[About this task]
What is needed here is a faithful repeat of every entry, with no character changed.
----------
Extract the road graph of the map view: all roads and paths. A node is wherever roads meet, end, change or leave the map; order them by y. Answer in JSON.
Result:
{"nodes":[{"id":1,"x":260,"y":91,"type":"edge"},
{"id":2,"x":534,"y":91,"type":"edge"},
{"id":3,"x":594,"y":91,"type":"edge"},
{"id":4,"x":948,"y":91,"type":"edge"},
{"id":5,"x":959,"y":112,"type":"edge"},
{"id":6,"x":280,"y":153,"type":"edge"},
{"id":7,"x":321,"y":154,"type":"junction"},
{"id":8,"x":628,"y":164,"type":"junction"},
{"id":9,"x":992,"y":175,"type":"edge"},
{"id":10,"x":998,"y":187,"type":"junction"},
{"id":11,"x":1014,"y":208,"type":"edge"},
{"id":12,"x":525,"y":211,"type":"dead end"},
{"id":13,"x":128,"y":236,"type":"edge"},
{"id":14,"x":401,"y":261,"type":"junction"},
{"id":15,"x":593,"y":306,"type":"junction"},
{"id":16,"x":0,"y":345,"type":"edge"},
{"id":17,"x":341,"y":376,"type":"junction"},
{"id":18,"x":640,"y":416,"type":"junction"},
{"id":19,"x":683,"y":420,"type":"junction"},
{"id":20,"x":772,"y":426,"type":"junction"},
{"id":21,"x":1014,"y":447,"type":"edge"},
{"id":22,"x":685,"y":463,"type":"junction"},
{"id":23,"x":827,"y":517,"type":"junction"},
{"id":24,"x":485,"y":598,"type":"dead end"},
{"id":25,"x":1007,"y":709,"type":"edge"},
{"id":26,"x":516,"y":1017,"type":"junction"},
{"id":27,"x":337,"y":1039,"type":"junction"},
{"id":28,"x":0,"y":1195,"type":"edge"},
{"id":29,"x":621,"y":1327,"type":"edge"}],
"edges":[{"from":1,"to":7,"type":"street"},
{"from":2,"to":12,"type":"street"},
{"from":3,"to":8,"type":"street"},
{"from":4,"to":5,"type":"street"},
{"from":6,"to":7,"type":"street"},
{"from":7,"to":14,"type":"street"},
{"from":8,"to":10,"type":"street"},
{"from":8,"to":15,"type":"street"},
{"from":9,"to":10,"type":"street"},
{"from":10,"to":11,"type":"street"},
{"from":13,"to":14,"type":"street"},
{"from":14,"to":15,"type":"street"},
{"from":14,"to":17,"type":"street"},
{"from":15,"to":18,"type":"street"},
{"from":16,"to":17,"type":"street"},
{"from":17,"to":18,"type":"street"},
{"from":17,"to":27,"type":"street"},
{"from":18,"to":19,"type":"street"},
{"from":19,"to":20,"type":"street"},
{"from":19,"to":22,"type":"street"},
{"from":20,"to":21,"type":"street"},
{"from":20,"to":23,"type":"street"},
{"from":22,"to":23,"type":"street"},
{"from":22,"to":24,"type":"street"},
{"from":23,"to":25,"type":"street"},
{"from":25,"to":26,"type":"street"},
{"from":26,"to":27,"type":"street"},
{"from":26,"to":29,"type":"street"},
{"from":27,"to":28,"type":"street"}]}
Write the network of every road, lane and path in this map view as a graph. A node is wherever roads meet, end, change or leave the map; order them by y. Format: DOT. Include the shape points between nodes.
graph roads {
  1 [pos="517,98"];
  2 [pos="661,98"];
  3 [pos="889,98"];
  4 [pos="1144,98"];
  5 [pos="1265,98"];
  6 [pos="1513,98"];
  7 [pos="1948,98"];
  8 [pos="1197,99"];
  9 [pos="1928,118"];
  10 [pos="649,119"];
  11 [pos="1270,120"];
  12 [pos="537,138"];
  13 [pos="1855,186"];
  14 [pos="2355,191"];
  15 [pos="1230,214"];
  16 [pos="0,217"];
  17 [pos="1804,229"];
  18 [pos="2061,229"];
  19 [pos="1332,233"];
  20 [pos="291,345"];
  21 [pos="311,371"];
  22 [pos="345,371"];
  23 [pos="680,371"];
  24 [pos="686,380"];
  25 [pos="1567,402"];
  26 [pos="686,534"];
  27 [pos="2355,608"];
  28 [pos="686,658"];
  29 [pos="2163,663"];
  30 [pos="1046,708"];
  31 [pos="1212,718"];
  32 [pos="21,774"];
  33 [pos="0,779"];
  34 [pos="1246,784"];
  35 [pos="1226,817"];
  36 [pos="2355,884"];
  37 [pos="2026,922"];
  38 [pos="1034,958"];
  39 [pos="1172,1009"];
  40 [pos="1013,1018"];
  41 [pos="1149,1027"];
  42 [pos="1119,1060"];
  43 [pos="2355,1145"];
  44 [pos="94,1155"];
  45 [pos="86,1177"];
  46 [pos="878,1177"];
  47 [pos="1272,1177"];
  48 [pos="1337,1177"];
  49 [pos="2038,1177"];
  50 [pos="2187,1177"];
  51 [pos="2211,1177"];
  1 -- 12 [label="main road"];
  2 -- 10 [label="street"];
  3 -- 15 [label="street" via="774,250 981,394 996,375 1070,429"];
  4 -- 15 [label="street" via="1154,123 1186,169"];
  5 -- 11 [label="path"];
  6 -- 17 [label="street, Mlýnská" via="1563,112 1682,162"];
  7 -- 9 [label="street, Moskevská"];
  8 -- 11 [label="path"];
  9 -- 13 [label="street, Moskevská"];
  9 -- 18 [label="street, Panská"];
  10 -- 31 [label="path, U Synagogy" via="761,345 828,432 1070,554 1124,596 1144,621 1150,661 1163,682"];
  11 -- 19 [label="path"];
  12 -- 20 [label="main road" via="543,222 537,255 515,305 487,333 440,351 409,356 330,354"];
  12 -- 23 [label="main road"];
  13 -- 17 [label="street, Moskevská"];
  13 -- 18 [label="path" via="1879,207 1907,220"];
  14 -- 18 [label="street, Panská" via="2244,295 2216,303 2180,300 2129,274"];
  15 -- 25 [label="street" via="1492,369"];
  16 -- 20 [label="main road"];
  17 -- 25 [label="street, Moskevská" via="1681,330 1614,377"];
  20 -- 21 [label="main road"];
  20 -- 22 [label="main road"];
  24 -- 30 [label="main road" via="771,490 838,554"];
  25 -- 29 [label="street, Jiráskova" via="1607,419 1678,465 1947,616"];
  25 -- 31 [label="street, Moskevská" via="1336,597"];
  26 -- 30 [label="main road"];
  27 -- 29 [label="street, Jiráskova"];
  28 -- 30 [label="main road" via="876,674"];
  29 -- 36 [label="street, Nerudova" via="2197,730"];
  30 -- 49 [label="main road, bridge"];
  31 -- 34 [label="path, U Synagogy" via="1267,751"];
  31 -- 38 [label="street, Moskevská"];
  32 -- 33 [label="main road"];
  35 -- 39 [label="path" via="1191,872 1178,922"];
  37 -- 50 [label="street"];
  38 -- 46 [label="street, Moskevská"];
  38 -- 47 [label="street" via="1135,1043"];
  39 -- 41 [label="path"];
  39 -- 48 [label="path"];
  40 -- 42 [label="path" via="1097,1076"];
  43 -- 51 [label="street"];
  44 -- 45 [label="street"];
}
----------
[Response to this exercise]
Extract the road graph of the map view: all roads and paths. A node is wherever roads meet, end, change or leave the map; order them by y. Answer in JSON.
Result:
{"nodes":[{"id":1,"x":260,"y":91,"type":"edge"},
{"id":2,"x":534,"y":91,"type":"edge"},
{"id":3,"x":594,"y":91,"type":"edge"},
{"id":4,"x":948,"y":91,"type":"edge"},
{"id":5,"x":959,"y":112,"type":"edge"},
{"id":6,"x":280,"y":153,"type":"edge"},
{"id":7,"x":321,"y":154,"type":"junction"},
{"id":8,"x":628,"y":164,"type":"junction"},
{"id":9,"x":992,"y":175,"type":"edge"},
{"id":10,"x":998,"y":187,"type":"junction"},
{"id":11,"x":1014,"y":208,"type":"edge"},
{"id":12,"x":525,"y":211,"type":"dead end"},
{"id":13,"x":128,"y":236,"type":"edge"},
{"id":14,"x":401,"y":261,"type":"junction"},
{"id":15,"x":593,"y":306,"type":"junction"},
{"id":16,"x":0,"y":345,"type":"edge"},
{"id":17,"x":341,"y":376,"type":"junction"},
{"id":18,"x":640,"y":416,"type":"junction"},
{"id":19,"x":683,"y":420,"type":"junction"},
{"id":20,"x":772,"y":426,"type":"junction"},
{"id":21,"x":1014,"y":447,"type":"edge"},
{"id":22,"x":685,"y":463,"type":"junction"},
{"id":23,"x":827,"y":517,"type":"junction"},
{"id":24,"x":485,"y":598,"type":"dead end"},
{"id":25,"x":1007,"y":709,"type":"edge"},
{"id":26,"x":516,"y":1017,"type":"junction"},
{"id":27,"x":337,"y":1039,"type":"junction"},
{"id":28,"x":0,"y":1195,"type":"edge"},
{"id":29,"x":621,"y":1327,"type":"edge"}],
"edges":[{"from":1,"to":7,"type":"street"},
{"from":2,"to":12,"type":"street"},
{"from":3,"to":8,"type":"street"},
{"from":4,"to":5,"type":"street"},
{"from":6,"to":7,"type":"street"},
{"from":7,"to":14,"type":"street"},
{"from":8,"to":10,"type":"street"},
{"from":8,"to":15,"type":"street"},
{"from":9,"to":10,"type":"street"},
{"from":10,"to":11,"type":"street"},
{"from":13,"to":14,"type":"street"},
{"from":14,"to":15,"type":"street"},
{"from":14,"to":17,"type":"street"},
{"from":15,"to":18,"type":"street"},
{"from":16,"to":17,"type":"street"},
{"from":17,"to":18,"type":"street"},
{"from":17,"to":27,"type":"street"},
{"from":18,"to":19,"type":"street"},
{"from":19,"to":20,"type":"street"},
{"from":19,"to":22,"type":"street"},
{"from":20,"to":21,"type":"street"},
{"from":20,"to":23,"type":"street"},
{"from":22,"to":23,"type":"street"},
{"from":22,"to":24,"type":"street"},
{"from":23,"to":25,"type":"street"},
{"from":25,"to":26,"type":"street"},
{"from":26,"to":27,"type":"street"},
{"from":26,"to":29,"type":"street"},
{"from":27,"to":28,"type":"street"}]}
Write the network of every road, lane and path in this map view as a graph. A node is wherever roads meet, end, change or leave the map; order them by y. Format: DOT. Include the shape points between nodes.
graph roads {
  1 [pos="517,98"];
  2 [pos="661,98"];
  3 [pos="889,98"];
  4 [pos="1144,98"];
  5 [pos="1265,98"];
  6 [pos="1513,98"];
  7 [pos="1948,98"];
  8 [pos="1197,99"];
  9 [pos="1928,118"];
  10 [pos="649,119"];
  11 [pos="1270,120"];
  12 [pos="537,138"];
  13 [pos="1855,186"];
  14 [pos="2355,191"];
  15 [pos="1230,214"];
  16 [pos="0,217"];
  17 [pos="1804,229"];
  18 [pos="2061,229"];
  19 [pos="1332,233"];
  20 [pos="291,345"];
  21 [pos="311,371"];
  22 [pos="345,371"];
  23 [pos="680,371"];
  24 [pos="686,380"];
  25 [pos="1567,402"];
  26 [pos="686,534"];
  27 [pos="2355,608"];
  28 [pos="686,658"];
  29 [pos="2163,663"];
  30 [pos="1046,708"];
  31 [pos="1212,718"];
  32 [pos="21,774"];
  33 [pos="0,779"];
  34 [pos="1246,784"];
  35 [pos="1226,817"];
  36 [pos="2355,884"];
  37 [pos="2026,922"];
  38 [pos="1034,958"];
  39 [pos="1172,1009"];
  40 [pos="1013,1018"];
  41 [pos="1149,1027"];
  42 [pos="1119,1060"];
  43 [pos="2355,1145"];
  44 [pos="94,1155"];
  45 [pos="86,1177"];
  46 [pos="878,1177"];
  47 [pos="1272,1177"];
  48 [pos="1337,1177"];
  49 [pos="2038,1177"];
  50 [pos="2187,1177"];
  51 [pos="2211,1177"];
  1 -- 12 [label="main road"];
  2 -- 10 [label="street"];
  3 -- 15 [label="street" via="774,250 981,394 996,375 1070,429"];
  4 -- 15 [label="street" via="1154,123 1186,169"];
  5 -- 11 [label="path"];
  6 -- 17 [label="street, Mlýnská" via="1563,112 1682,162"];
  7 -- 9 [label="street, Moskevská"];
  8 -- 11 [label="path"];
  9 -- 13 [label="street, Moskevská"];
  9 -- 18 [label="street, Panská"];
  10 -- 31 [label="path, U Synagogy" via="761,345 828,432 1070,554 1124,596 1144,621 1150,661 1163,682"];
  11 -- 19 [label="path"];
  12 -- 20 [label="main road" via="543,222 537,255 515,305 487,333 440,351 409,356 330,354"];
  12 -- 23 [label="main road"];
  13 -- 17 [label="street, Moskevská"];
  13 -- 18 [label="path" via="1879,207 1907,220"];
  14 -- 18 [label="street, Panská" via="2244,295 2216,303 2180,300 2129,274"];
  15 -- 25 [label="street" via="1492,369"];
  16 -- 20 [label="main road"];
  17 -- 25 [label="street, Moskevská" via="1681,330 1614,377"];
  20 -- 21 [label="main road"];
  20 -- 22 [label="main road"];
  24 -- 30 [label="main road" via="771,490 838,554"];
  25 -- 29 [label="street, Jiráskova" via="1607,419 1678,465 1947,616"];
  25 -- 31 [label="street, Moskevská" via="1336,597"];
  26 -- 30 [label="main road"];
  27 -- 29 [label="street, Jiráskova"];
  28 -- 30 [label="main road" via="876,674"];
  29 -- 36 [label="street, Nerudova" via="2197,730"];
  30 -- 49 [label="main road, bridge"];
  31 -- 34 [label="path, U Synagogy" via="1267,751"];
  31 -- 38 [label="street, Moskevská"];
  32 -- 33 [label="main road"];
  35 -- 39 [label="path" via="1191,872 1178,922"];
  37 -- 50 [label="street"];
  38 -- 46 [label="street, Moskevská"];
  38 -- 47 [label="street" via="1135,1043"];
  39 -- 41 [label="path"];
  39 -- 48 [label="path"];
  40 -- 42 [label="path" via="1097,1076"];
  43 -- 51 [label="street"];
  44 -- 45 [label="street"];
}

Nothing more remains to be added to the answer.